Operative intravenous ketamine (0.25 mg/kg) can reduce the postpartum depressive symptoms for 1 week. The long-time effect is remained to be seen.

摘要

背景

产后抑郁症(PPD)是一种常见的围产期精神疾病。氯胺酮作为一种麻醉和镇痛药物,已经使用了很长时间。近年来,研究证明单次使用氯胺酮具有抗抑郁作用。我们假设剖宫产术中给予氯胺酮可以减轻产后抑郁症状。

方法

在一项随机、双盲、安慰剂对照的研究中,计划行剖宫产的健康女性被随机分配在新生儿脐带夹闭后 5 分钟内接受静脉注射氯胺酮(0.25mg/kg 用 0.9%生理盐水稀释至 5ml)或安慰剂(5ml 0.9%生理盐水)。主要结局是产后抑郁症状的严重程度,采用爱丁堡产后抑郁量表(EPDS,采用 9/10 的阈值)在产后 1 周、2 周和 1 个月进行评估。次要结局是产后 2 天的数字评分量表(NRS)疼痛评分。本试验在中国临床试验注册中心注册,注册号 ChiCTR1900022464。

结果

2019 年 1 月 26 日至 7 月 15 日,共筛选出 502 名受试者,其中 330 名被随机分配:165 名(50%)接受氯胺酮组,165 名(50%)接受安慰剂组。

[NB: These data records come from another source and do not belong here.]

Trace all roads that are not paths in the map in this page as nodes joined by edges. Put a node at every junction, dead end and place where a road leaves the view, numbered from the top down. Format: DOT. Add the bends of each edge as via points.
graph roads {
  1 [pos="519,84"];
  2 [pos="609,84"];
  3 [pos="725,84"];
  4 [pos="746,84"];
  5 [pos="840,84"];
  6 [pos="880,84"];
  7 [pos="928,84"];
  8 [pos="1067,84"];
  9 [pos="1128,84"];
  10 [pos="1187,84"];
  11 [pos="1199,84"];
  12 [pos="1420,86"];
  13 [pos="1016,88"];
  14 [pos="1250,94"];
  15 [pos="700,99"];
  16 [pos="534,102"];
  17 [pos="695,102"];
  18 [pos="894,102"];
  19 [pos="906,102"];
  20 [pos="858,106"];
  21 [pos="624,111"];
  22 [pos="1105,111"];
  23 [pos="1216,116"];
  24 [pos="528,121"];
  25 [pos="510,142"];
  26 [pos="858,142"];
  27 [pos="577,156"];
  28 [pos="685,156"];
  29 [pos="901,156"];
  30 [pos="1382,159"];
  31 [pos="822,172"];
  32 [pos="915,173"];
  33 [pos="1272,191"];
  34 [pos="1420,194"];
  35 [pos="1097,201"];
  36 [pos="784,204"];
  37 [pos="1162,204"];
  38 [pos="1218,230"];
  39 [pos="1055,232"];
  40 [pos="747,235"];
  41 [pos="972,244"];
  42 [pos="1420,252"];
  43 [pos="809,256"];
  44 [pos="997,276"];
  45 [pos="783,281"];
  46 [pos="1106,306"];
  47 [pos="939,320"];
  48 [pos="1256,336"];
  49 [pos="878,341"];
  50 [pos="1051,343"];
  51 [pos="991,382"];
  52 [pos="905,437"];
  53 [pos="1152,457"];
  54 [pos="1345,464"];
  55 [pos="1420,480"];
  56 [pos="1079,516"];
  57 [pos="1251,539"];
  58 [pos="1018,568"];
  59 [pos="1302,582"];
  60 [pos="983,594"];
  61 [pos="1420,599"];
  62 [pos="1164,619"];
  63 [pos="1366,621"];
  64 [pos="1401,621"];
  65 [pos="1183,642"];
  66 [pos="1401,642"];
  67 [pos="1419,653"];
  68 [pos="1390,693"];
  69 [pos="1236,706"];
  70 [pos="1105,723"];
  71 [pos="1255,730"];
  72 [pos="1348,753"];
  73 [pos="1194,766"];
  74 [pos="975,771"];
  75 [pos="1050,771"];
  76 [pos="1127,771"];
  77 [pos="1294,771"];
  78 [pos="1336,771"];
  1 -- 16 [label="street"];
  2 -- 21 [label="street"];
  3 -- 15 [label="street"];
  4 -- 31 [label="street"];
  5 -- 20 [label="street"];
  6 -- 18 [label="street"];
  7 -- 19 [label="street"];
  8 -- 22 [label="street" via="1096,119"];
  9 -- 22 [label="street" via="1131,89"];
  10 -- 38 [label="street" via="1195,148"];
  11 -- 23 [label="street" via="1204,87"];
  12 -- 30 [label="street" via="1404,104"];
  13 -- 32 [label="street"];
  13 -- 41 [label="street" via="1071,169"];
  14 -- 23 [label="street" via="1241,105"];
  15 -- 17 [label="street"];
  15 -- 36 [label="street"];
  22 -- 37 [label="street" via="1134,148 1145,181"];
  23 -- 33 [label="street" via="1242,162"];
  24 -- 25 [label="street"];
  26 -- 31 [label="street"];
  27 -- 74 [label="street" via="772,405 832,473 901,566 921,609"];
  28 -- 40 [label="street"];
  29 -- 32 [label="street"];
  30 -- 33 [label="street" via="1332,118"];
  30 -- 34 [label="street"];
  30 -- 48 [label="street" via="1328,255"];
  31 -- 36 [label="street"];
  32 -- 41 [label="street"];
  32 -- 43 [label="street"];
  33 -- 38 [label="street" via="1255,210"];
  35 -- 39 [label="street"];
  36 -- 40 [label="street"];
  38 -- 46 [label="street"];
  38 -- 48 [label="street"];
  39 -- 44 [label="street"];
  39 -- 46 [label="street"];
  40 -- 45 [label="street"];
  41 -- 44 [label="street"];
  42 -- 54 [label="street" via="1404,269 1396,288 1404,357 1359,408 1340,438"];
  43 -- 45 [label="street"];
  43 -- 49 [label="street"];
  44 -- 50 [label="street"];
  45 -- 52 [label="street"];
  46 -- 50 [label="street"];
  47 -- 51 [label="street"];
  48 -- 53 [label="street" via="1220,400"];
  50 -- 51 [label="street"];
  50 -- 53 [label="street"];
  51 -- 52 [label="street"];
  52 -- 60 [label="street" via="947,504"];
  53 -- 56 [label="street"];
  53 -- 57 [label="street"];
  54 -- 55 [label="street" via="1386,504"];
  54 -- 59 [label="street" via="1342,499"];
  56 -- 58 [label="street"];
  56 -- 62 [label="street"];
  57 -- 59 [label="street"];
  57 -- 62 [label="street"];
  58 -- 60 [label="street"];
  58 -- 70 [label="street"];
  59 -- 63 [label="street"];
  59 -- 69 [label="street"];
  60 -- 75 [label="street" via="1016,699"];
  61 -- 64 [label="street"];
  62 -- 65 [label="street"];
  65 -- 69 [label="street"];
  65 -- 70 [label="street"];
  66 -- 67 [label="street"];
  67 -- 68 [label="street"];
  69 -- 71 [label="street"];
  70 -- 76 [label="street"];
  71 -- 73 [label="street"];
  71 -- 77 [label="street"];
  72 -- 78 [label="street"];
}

在产后 1 周时,氯胺酮组和安慰剂组受试者的产后抑郁症状严重程度存在显著差异(分别为 13.1%和 22.6%,p=0.029)。然而,在产后 2 周(分别为 11.8%和 16.8%,p=0.209)和 1 个月(分别为 10.5%和 14.2%,p=0.319)时,两组受试者之间没有差异。术后 2 天,氯胺酮组的切口疼痛 NRS 评分(3.0±0.9 与 4.0±1.0,p<0.001)和子宫收缩疼痛 NRS 评分(3.0±0.9 与 4.1±0.9,p<0.001)均低于安慰剂组。与安慰剂组相比,术中氯胺酮组头痛、幻觉和头晕的发生率更高。

结论

术中静脉注射氯胺酮(0.25mg/kg)可减轻产后 1 周的抑郁症状。其长期效果仍有待观察。